_YOUR INSTRUCTIONS_
The lines wanted are those in the data below that include "Ford".

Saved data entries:
● ● ● ●

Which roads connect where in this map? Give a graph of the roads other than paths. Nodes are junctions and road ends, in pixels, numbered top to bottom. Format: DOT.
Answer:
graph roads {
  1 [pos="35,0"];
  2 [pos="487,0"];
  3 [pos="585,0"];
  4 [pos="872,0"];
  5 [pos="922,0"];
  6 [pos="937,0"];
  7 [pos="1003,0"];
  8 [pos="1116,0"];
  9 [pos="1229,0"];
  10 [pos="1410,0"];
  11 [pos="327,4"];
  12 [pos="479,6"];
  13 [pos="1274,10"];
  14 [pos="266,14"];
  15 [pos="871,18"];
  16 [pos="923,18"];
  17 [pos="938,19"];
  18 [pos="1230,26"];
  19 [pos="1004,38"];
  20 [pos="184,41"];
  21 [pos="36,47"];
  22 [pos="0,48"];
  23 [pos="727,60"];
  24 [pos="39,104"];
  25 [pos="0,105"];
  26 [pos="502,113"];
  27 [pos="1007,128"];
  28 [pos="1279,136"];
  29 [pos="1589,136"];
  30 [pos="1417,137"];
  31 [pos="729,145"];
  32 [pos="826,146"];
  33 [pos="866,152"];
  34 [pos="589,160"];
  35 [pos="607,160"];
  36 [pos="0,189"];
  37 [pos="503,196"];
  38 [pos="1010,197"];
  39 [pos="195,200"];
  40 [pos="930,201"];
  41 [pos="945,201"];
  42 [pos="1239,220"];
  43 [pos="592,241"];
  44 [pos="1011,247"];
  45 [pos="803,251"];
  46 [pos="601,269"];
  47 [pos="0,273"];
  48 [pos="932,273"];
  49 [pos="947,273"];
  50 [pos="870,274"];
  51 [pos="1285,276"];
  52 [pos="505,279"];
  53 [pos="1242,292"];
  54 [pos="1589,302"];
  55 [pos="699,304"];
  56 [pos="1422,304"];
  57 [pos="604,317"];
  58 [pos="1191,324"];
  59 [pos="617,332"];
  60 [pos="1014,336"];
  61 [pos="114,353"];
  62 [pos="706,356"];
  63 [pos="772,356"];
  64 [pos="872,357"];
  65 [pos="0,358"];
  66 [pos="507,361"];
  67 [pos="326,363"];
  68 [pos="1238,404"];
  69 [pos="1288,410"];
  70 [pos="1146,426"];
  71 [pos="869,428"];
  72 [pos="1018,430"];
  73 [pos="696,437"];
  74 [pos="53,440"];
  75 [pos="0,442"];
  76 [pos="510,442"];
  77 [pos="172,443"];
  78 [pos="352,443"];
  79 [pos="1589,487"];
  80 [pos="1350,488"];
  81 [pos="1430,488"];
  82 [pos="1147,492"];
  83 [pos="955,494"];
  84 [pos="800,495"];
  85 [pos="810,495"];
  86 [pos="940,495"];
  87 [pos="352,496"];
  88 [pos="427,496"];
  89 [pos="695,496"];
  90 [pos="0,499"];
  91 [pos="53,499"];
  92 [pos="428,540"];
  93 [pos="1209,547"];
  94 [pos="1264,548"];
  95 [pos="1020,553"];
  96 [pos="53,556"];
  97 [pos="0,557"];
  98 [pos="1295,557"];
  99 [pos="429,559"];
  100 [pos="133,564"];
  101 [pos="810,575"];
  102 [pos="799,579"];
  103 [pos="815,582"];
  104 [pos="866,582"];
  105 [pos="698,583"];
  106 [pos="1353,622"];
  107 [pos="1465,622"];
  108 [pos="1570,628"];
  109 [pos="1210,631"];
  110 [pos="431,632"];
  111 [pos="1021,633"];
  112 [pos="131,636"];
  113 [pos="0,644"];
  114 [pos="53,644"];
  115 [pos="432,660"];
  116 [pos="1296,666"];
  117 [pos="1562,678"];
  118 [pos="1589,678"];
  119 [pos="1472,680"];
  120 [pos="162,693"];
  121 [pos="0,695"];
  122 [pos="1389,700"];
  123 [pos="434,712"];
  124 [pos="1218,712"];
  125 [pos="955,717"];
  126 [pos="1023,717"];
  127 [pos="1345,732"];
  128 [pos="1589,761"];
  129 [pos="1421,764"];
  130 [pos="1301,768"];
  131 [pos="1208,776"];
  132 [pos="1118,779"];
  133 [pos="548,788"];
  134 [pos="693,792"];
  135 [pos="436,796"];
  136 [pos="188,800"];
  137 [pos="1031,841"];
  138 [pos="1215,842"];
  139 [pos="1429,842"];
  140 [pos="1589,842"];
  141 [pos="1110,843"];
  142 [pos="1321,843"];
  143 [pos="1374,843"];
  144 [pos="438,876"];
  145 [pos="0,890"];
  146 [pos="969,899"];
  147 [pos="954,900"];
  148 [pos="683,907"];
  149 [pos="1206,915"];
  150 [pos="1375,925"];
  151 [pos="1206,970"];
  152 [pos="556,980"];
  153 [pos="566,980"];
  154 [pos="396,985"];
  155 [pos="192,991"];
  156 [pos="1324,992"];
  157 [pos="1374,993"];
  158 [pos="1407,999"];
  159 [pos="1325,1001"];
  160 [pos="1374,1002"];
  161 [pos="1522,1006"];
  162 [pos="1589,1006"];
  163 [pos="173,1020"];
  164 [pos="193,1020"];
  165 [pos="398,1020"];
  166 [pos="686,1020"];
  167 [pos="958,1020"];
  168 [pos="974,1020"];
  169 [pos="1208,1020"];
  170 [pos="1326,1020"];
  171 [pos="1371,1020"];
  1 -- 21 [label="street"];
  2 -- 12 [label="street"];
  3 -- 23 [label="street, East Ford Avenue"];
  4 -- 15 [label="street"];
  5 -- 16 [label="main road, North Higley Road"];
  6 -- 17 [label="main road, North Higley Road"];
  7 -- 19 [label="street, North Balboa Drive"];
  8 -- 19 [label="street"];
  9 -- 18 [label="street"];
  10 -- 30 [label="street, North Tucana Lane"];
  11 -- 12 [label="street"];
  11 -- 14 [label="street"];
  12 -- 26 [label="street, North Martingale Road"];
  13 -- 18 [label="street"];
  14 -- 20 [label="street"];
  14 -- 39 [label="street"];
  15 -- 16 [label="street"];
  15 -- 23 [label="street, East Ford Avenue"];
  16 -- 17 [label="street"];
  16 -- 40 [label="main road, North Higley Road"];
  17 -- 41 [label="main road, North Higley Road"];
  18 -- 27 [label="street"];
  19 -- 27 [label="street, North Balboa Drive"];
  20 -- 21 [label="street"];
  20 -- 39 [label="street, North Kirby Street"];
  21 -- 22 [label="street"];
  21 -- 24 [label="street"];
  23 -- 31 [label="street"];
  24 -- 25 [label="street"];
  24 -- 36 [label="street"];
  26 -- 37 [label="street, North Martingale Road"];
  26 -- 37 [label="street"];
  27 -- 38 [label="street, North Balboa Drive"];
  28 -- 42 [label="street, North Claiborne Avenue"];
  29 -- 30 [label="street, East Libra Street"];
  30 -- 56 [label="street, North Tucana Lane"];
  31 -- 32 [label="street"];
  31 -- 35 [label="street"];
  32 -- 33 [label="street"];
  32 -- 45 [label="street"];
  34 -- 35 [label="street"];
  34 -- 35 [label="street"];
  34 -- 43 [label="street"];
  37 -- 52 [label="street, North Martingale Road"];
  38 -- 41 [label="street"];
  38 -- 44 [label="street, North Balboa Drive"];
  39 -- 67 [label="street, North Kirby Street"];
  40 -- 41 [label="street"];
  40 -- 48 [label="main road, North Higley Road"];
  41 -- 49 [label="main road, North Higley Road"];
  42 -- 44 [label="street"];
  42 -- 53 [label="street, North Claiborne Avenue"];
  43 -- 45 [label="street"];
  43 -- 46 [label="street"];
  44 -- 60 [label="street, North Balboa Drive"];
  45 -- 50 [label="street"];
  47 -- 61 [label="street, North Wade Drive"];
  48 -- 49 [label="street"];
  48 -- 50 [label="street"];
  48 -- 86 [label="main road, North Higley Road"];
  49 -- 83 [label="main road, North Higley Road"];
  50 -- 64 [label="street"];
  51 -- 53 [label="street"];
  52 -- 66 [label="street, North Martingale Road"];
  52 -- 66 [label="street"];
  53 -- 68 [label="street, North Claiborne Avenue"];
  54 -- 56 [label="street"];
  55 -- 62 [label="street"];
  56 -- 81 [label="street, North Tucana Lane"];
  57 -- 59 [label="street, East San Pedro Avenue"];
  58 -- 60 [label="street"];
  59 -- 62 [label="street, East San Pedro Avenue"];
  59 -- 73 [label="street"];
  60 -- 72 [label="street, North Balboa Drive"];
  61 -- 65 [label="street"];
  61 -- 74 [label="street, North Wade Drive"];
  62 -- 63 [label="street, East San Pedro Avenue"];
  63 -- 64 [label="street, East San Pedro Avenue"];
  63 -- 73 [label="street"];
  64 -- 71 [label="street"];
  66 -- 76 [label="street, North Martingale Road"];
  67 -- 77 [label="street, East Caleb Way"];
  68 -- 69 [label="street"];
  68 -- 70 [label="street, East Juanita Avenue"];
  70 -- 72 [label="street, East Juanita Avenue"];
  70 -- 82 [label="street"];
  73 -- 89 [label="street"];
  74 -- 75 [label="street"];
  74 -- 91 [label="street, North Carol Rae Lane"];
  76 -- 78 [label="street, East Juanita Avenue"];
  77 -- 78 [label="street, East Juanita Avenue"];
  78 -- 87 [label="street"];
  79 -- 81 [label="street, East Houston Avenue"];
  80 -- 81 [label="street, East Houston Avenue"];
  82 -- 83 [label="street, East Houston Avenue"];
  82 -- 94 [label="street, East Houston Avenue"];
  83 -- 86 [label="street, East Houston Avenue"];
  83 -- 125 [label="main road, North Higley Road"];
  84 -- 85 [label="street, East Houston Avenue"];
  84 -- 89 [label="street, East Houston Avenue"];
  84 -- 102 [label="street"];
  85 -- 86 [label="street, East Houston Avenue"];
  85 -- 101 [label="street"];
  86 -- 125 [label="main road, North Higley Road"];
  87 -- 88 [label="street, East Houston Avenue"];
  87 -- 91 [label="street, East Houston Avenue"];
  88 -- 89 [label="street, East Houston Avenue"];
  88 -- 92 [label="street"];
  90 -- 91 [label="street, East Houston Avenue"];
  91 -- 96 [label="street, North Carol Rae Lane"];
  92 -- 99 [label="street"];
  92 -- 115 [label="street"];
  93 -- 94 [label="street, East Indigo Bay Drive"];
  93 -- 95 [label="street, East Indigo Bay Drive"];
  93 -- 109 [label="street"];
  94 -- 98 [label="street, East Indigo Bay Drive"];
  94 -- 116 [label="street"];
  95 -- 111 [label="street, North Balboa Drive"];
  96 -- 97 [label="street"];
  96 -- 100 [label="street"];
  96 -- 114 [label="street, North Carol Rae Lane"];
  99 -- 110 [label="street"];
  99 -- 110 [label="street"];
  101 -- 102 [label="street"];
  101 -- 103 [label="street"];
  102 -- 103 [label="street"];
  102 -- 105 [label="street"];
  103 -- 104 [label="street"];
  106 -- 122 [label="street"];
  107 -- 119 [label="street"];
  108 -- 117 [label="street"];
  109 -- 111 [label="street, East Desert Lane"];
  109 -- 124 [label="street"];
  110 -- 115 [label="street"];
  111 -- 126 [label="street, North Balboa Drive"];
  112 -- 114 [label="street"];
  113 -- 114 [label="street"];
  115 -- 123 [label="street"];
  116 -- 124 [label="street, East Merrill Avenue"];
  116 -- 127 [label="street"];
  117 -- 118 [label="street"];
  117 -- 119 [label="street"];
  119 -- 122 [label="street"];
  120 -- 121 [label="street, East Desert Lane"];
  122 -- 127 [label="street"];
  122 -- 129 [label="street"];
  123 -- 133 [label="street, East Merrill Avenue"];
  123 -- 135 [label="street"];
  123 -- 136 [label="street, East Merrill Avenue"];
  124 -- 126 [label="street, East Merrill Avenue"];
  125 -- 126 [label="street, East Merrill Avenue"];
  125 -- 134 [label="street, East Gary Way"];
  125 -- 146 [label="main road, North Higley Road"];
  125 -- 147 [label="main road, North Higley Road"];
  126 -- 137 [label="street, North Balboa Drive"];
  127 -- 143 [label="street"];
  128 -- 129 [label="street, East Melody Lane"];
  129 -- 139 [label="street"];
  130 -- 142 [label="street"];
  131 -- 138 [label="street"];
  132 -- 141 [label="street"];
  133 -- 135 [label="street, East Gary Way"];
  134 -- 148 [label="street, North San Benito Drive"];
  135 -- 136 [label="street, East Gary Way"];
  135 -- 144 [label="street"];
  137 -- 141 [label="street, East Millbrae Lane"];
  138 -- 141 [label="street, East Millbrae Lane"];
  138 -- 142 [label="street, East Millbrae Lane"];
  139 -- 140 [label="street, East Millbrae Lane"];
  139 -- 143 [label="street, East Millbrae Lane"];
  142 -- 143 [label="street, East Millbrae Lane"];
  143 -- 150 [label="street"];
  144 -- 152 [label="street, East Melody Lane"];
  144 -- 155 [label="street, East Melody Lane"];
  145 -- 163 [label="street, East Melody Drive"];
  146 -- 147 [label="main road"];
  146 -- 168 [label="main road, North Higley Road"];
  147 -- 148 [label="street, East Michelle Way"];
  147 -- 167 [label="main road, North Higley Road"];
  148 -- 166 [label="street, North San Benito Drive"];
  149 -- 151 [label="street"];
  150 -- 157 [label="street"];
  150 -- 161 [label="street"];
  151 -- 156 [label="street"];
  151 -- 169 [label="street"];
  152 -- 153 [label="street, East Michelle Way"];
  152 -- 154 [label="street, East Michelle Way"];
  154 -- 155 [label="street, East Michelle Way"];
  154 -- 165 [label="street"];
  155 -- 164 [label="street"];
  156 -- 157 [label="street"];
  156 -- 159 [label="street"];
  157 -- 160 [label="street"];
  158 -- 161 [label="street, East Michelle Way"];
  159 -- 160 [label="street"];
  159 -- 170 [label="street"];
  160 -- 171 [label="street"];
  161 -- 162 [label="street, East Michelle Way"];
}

● ● ● ●

_YOUR RESPONSE_
  3 -- 23 [label="street, East Ford Avenue"];
  15 -- 23 [label="street, East Ford Avenue"];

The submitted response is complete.